[Saved entries]
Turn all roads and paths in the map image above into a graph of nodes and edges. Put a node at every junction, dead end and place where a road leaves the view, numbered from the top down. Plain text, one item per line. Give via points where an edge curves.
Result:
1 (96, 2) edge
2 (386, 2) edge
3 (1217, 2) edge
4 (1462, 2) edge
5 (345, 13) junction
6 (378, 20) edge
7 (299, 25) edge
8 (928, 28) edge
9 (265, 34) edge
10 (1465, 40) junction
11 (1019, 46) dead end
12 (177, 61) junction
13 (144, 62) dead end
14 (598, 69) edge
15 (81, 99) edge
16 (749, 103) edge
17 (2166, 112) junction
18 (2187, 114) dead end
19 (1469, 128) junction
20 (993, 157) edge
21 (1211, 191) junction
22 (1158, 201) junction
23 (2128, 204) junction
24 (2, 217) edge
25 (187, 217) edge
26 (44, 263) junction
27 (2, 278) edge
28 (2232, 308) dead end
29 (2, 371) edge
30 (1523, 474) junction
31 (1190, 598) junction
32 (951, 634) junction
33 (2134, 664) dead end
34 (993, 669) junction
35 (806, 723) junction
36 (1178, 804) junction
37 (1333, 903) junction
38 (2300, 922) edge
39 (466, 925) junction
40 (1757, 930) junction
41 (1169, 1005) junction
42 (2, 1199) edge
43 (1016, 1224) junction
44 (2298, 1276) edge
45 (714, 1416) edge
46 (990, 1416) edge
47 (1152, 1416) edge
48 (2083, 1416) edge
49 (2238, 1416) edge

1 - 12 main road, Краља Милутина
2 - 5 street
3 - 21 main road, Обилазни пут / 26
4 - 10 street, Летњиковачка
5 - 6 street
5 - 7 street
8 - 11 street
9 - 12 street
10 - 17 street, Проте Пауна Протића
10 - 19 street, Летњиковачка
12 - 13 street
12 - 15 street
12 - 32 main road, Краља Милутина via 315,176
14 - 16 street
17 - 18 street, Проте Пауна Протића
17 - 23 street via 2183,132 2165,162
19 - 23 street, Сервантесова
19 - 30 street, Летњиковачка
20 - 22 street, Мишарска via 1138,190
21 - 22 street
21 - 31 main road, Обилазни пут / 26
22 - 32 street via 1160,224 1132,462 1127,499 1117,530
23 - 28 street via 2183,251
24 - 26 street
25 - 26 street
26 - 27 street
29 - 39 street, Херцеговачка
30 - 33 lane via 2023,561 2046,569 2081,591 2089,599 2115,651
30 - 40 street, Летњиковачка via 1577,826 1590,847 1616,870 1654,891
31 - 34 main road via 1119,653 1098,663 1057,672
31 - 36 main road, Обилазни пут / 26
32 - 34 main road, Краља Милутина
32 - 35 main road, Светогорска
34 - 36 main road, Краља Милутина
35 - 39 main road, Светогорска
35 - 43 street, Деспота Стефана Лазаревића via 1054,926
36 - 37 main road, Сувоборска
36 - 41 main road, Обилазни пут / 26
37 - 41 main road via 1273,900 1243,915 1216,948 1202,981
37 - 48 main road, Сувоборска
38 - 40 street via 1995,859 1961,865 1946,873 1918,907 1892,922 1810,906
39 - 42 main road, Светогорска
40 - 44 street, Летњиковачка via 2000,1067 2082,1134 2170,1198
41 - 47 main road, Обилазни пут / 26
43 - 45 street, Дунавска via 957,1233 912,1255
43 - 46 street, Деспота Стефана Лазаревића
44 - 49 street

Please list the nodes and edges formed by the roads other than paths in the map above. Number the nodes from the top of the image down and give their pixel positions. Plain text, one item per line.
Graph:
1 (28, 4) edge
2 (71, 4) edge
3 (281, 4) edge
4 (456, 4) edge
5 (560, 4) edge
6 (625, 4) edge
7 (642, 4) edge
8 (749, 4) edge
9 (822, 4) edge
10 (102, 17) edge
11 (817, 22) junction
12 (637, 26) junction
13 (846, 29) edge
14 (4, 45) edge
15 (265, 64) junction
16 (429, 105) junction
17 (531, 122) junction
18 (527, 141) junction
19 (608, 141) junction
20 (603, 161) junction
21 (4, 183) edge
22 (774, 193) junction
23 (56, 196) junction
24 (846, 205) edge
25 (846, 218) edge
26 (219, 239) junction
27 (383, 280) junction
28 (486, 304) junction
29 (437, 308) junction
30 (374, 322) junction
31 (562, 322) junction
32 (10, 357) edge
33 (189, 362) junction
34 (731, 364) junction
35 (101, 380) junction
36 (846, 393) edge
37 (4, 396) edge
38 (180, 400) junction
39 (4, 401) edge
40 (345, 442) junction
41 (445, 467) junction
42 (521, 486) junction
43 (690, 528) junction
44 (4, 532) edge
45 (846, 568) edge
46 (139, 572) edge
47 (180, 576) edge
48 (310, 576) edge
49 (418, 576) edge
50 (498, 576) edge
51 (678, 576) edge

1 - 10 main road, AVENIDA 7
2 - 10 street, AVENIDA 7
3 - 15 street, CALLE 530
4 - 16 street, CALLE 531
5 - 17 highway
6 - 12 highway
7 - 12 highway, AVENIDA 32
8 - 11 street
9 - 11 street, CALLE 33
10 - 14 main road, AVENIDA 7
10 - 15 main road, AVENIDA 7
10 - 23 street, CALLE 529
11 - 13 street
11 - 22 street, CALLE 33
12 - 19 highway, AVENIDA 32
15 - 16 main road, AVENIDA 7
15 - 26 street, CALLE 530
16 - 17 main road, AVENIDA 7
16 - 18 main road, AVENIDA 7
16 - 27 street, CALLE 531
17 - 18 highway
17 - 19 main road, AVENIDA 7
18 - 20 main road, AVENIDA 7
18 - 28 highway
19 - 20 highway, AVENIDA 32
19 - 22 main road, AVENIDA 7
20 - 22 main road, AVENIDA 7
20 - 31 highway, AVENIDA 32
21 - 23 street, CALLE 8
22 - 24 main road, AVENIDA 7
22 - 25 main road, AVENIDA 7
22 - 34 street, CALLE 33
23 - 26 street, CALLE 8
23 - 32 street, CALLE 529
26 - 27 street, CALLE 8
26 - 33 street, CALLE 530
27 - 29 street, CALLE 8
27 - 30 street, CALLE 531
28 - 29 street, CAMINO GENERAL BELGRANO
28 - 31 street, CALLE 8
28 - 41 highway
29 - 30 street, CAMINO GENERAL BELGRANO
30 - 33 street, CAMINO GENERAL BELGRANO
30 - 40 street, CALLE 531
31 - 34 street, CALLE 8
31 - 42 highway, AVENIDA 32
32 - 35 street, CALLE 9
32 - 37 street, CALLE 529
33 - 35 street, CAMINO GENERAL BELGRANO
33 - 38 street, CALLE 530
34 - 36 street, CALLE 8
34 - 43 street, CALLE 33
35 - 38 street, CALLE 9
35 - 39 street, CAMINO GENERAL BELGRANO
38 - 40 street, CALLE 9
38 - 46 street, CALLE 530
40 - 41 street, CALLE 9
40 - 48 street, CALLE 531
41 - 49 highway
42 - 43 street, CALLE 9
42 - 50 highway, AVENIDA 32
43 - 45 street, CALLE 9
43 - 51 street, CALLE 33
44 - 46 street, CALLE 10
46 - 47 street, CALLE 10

**ASSIGNMENT**
Give the data again, exactly.

**RESPONSE AREA**
Turn all roads and paths in the map image above into a graph of nodes and edges. Put a node at every junction, dead end and place where a road leaves the view, numbered from the top down. Plain text, one item per line. Give via points where an edge curves.
Result:
1 (96, 2) edge
2 (386, 2) edge
3 (1217, 2) edge
4 (1462, 2) edge
5 (345, 13) junction
6 (378, 20) edge
7 (299, 25) edge
8 (928, 28) edge
9 (265, 34) edge
10 (1465, 40) junction
11 (1019, 46) dead end
12 (177, 61) junction
13 (144, 62) dead end
14 (598, 69) edge
15 (81, 99) edge
16 (749, 103) edge
17 (2166, 112) junction
18 (2187, 114) dead end
19 (1469, 128) junction
20 (993, 157) edge
21 (1211, 191) junction
22 (1158, 201) junction
23 (2128, 204) junction
24 (2, 217) edge
25 (187, 217) edge
26 (44, 263) junction
27 (2, 278) edge
28 (2232, 308) dead end
29 (2, 371) edge
30 (1523, 474) junction
31 (1190, 598) junction
32 (951, 634) junction
33 (2134, 664) dead end
34 (993, 669) junction
35 (806, 723) junction
36 (1178, 804) junction
37 (1333, 903) junction
38 (2300, 922) edge
39 (466, 925) junction
40 (1757, 930) junction
41 (1169, 1005) junction
42 (2, 1199) edge
43 (1016, 1224) junction
44 (2298, 1276) edge
45 (714, 1416) edge
46 (990, 1416) edge
47 (1152, 1416) edge
48 (2083, 1416) edge
49 (2238, 1416) edge

1 - 12 main road, Краља Милутина
2 - 5 street
3 - 21 main road, Обилазни пут / 26
4 - 10 street, Летњиковачка
5 - 6 street
5 - 7 street
8 - 11 street
9 - 12 street
10 - 17 street, Проте Пауна Протића
10 - 19 street, Летњиковачка
12 - 13 street
12 - 15 street
12 - 32 main road, Краља Милутина via 315,176
14 - 16 street
17 - 18 street, Проте Пауна Протића
17 - 23 street via 2183,132 2165,162
19 - 23 street, Сервантесова
19 - 30 street, Летњиковачка
20 - 22 street, Мишарска via 1138,190
21 - 22 street
21 - 31 main road, Обилазни пут / 26
22 - 32 street via 1160,224 1132,462 1127,499 1117,530
23 - 28 street via 2183,251
24 - 26 street
25 - 26 street
26 - 27 street
29 - 39 street, Херцеговачка
30 - 33 lane via 2023,561 2046,569 2081,591 2089,599 2115,651
30 - 40 street, Летњиковачка via 1577,826 1590,847 1616,870 1654,891
31 - 34 main road via 1119,653 1098,663 1057,672
31 - 36 main road, Обилазни пут / 26
32 - 34 main road, Краља Милутина
32 - 35 main road, Светогорска
34 - 36 main road, Краља Милутина
35 - 39 main road, Светогорска
35 - 43 street, Деспота Стефана Лазаревића via 1054,926
36 - 37 main road, Сувоборска
36 - 41 main road, Обилазни пут / 26
37 - 41 main road via 1273,900 1243,915 1216,948 1202,981
37 - 48 main road, Сувоборска
38 - 40 street via 1995,859 1961,865 1946,873 1918,907 1892,922 1810,906
39 - 42 main road, Светогорска
40 - 44 street, Летњиковачка via 2000,1067 2082,1134 2170,1198
41 - 47 main road, Обилазни пут / 26
43 - 45 street, Дунавска via 957,1233 912,1255
43 - 46 street, Деспота Стефана Лазаревића
44 - 49 street

Please list the nodes and edges formed by the roads other than paths in the map above. Number the nodes from the top of the image down and give their pixel positions. Plain text, one item per line.
Graph:
1 (28, 4) edge
2 (71, 4) edge
3 (281, 4) edge
4 (456, 4) edge
5 (560, 4) edge
6 (625, 4) edge
7 (642, 4) edge
8 (749, 4) edge
9 (822, 4) edge
10 (102, 17) edge
11 (817, 22) junction
12 (637, 26) junction
13 (846, 29) edge
14 (4, 45) edge
15 (265, 64) junction
16 (429, 105) junction
17 (531, 122) junction
18 (527, 141) junction
19 (608, 141) junction
20 (603, 161) junction
21 (4, 183) edge
22 (774, 193) junction
23 (56, 196) junction
24 (846, 205) edge
25 (846, 218) edge
26 (219, 239) junction
27 (383, 280) junction
28 (486, 304) junction
29 (437, 308) junction
30 (374, 322) junction
31 (562, 322) junction
32 (10, 357) edge
33 (189, 362) junction
34 (731, 364) junction
35 (101, 380) junction
36 (846, 393) edge
37 (4, 396) edge
38 (180, 400) junction
39 (4, 401) edge
40 (345, 442) junction
41 (445, 467) junction
42 (521, 486) junction
43 (690, 528) junction
44 (4, 532) edge
45 (846, 568) edge
46 (139, 572) edge
47 (180, 576) edge
48 (310, 576) edge
49 (418, 576) edge
50 (498, 576) edge
51 (678, 576) edge

1 - 10 main road, AVENIDA 7
2 - 10 street, AVENIDA 7
3 - 15 street, CALLE 530
4 - 16 street, CALLE 531
5 - 17 highway
6 - 12 highway
7 - 12 highway, AVENIDA 32
8 - 11 street
9 - 11 street, CALLE 33
10 - 14 main road, AVENIDA 7
10 - 15 main road, AVENIDA 7
10 - 23 street, CALLE 529
11 - 13 street
11 - 22 street, CALLE 33
12 - 19 highway, AVENIDA 32
15 - 16 main road, AVENIDA 7
15 - 26 street, CALLE 530
16 - 17 main road, AVENIDA 7
16 - 18 main road, AVENIDA 7
16 - 27 street, CALLE 531
17 - 18 highway
17 - 19 main road, AVENIDA 7
18 - 20 main road, AVENIDA 7
18 - 28 highway
19 - 20 highway, AVENIDA 32
19 - 22 main road, AVENIDA 7
20 - 22 main road, AVENIDA 7
20 - 31 highway, AVENIDA 32
21 - 23 street, CALLE 8
22 - 24 main road, AVENIDA 7
22 - 25 main road, AVENIDA 7
22 - 34 street, CALLE 33
23 - 26 street, CALLE 8
23 - 32 street, CALLE 529
26 - 27 street, CALLE 8
26 - 33 street, CALLE 530
27 - 29 street, CALLE 8
27 - 30 street, CALLE 531
28 - 29 street, CAMINO GENERAL BELGRANO
28 - 31 street, CALLE 8
28 - 41 highway
29 - 30 street, CAMINO GENERAL BELGRANO
30 - 33 street, CAMINO GENERAL BELGRANO
30 - 40 street, CALLE 531
31 - 34 street, CALLE 8
31 - 42 highway, AVENIDA 32
32 - 35 street, CALLE 9
32 - 37 street, CALLE 529
33 - 35 street, CAMINO GENERAL BELGRANO
33 - 38 street, CALLE 530
34 - 36 street, CALLE 8
34 - 43 street, CALLE 33
35 - 38 street, CALLE 9
35 - 39 street, CAMINO GENERAL BELGRANO
38 - 40 street, CALLE 9
38 - 46 street, CALLE 530
40 - 41 street, CALLE 9
40 - 48 street, CALLE 531
41 - 49 highway
42 - 43 street, CALLE 9
42 - 50 highway, AVENIDA 32
43 - 45 street, CALLE 9
43 - 51 street, CALLE 33
44 - 46 street, CALLE 10
46 - 47 street, CALLE 10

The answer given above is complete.